Almost everyone knows a successful small business owner, and there are plenty of stories of big corporations buying little startups for millions of dollars.
It sounds so easy, but running a small business takes time, hard work, and commitment. To get your new business off on the right foot, avoid these common startup mistakes.
Not having a business plan
A good business plan evaluates the market for your product or service and the competition you’ll face. It looks at the amount of money you’ll need to get started and run your business and the income you can expect to make.
Putting together a business plan takes some work, and there’s a chance that you’ll discover that your great business idea isn’t so great after all. Because of this, a small business owner sometimes jumps right in without a plan—and then wonders why things didn’t work out the way he imagined.
Not having a marketing plan
Your marketing plan goes hand-in-hand with your business plan. After all, you can’t expect to make any money if no one knows about your business. As part of your marketing plan, you’ll identify your ideal customer and figure out the best way to appeal to that customer, and differentiate yourself from your competition. And you’ll establish ways to measure your success so you can change course if something isn’t working.
Without a marketing plan, you’re apt to waste time and money on a scattershot approach that doesn’t do much to bring in business.
Rome wasn’t built in a day, and your new business won’t be either. Many small businesses don’t earn any profit in the first year or two, and it’s common to suffer setbacks after some initial success. Successful business owners are prepared for this and have the patience and financial reserves to keep pressing forward.
Many small business owners get into trouble because they don’t keep their costs under control.
It pays to be conservative in your spending until your business has a consistent track record of profits. Watch out for budget-busters such as an office or retail space that’s too large or expensive, nonessential employees, and more or fancier equipment than you need. Be wary of taking on debt. As a new business owner, you’ll almost certainly have to sign a personal guarantee on the amounts you borrow, so you’ll remain responsible for paying those debts even if your business fails.
One sure way to work hard and still lose money is to underprice your goods or services.
New businesses commonly do this for two reasons: either they’re trying to get more business by undercutting the competition, or they haven’t done their homework and don’t realize what they should be charging. When you don’t charge enough, you may not even be able to cover your overhead.
Not forming the right business entity
In their rush to get up and running, new business owners sometimes decide to wait to set up a business entity. Or they hastily form a limited liability company because that’s what their friend said they should do.
But choosing the wrong business entity—or not setting one up at all—can have serious consequences down the road. For example, if you operate as a general partnership, you may be surprised to find that you are personally responsible for all the business’s debts—even the ones you never agreed to. If you set up a corporation, you may end up paying higher taxes because you’re taxed at both the corporate and the personal level.
Do your research and get some startup advice from legal or financial professionals, if necessary, to make sure you’re structuring your business in a way that will save you money and help you avoid liability.
Thinking you don’t need insurance
Setting up a business entity limits your personal liability for business obligations, but it won’t protect you if someone slips and falls on your premises, if you have an accident with a company car, or if you are sued for a defective product, malpractice or any other sort of personal wrongdoing.
These sorts of claims can be devastating to both your business and your personal finances. Consult an insurance agent and get enough insurance to cover you.
Not having a written agreement with your business partners
Whether it’s a partnership agreement, an LLC operating agreement, corporate bylaws or a buy-sell agreement, every business needs a written document that explains each partner’s rights and responsibilities and describes what will happen if one of them leaves the business.
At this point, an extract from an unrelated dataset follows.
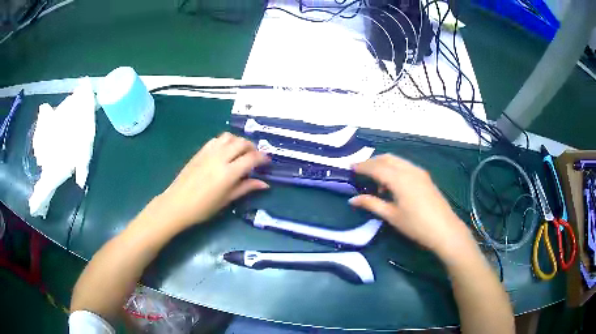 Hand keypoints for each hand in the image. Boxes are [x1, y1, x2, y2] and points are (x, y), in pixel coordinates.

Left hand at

All too often, though, business partners fail to put anything in writing because they get along well with each other and think they’ll always be able to resolve things informally. This is frequently untrue, and disputes between partners can be difficult, expensive, and emotionally draining.
Failing to protect intellectual property
If your business produces artwork, music, software or inventions, the things you create may be eligible for copyright or patent protection. In addition, your business name and logo are intellectual property that may be eligible for state and/or federal trademark protection. Your logo may also be protected by copyright.
Smart business owners keep track of their intellectual property and take steps to protect it by registering it with governmental agencies and actively policing its use by competitors.
Thinking you can do it all yourself
Entrepreneurs tend to be self-reliant individuals, but knowing your limits and learning to delegate tasks are important skills if your startup is going to succeed. Try to focus on the things you’re good at and enjoy doing, and find others who can handle tasks that you dislike or that require specialized knowledge.
Starting a business is exciting, but don’t let yourself rush into things. If you want your business to succeed, take the time to plan and protect yourself. And then be patient and give your business time to grow.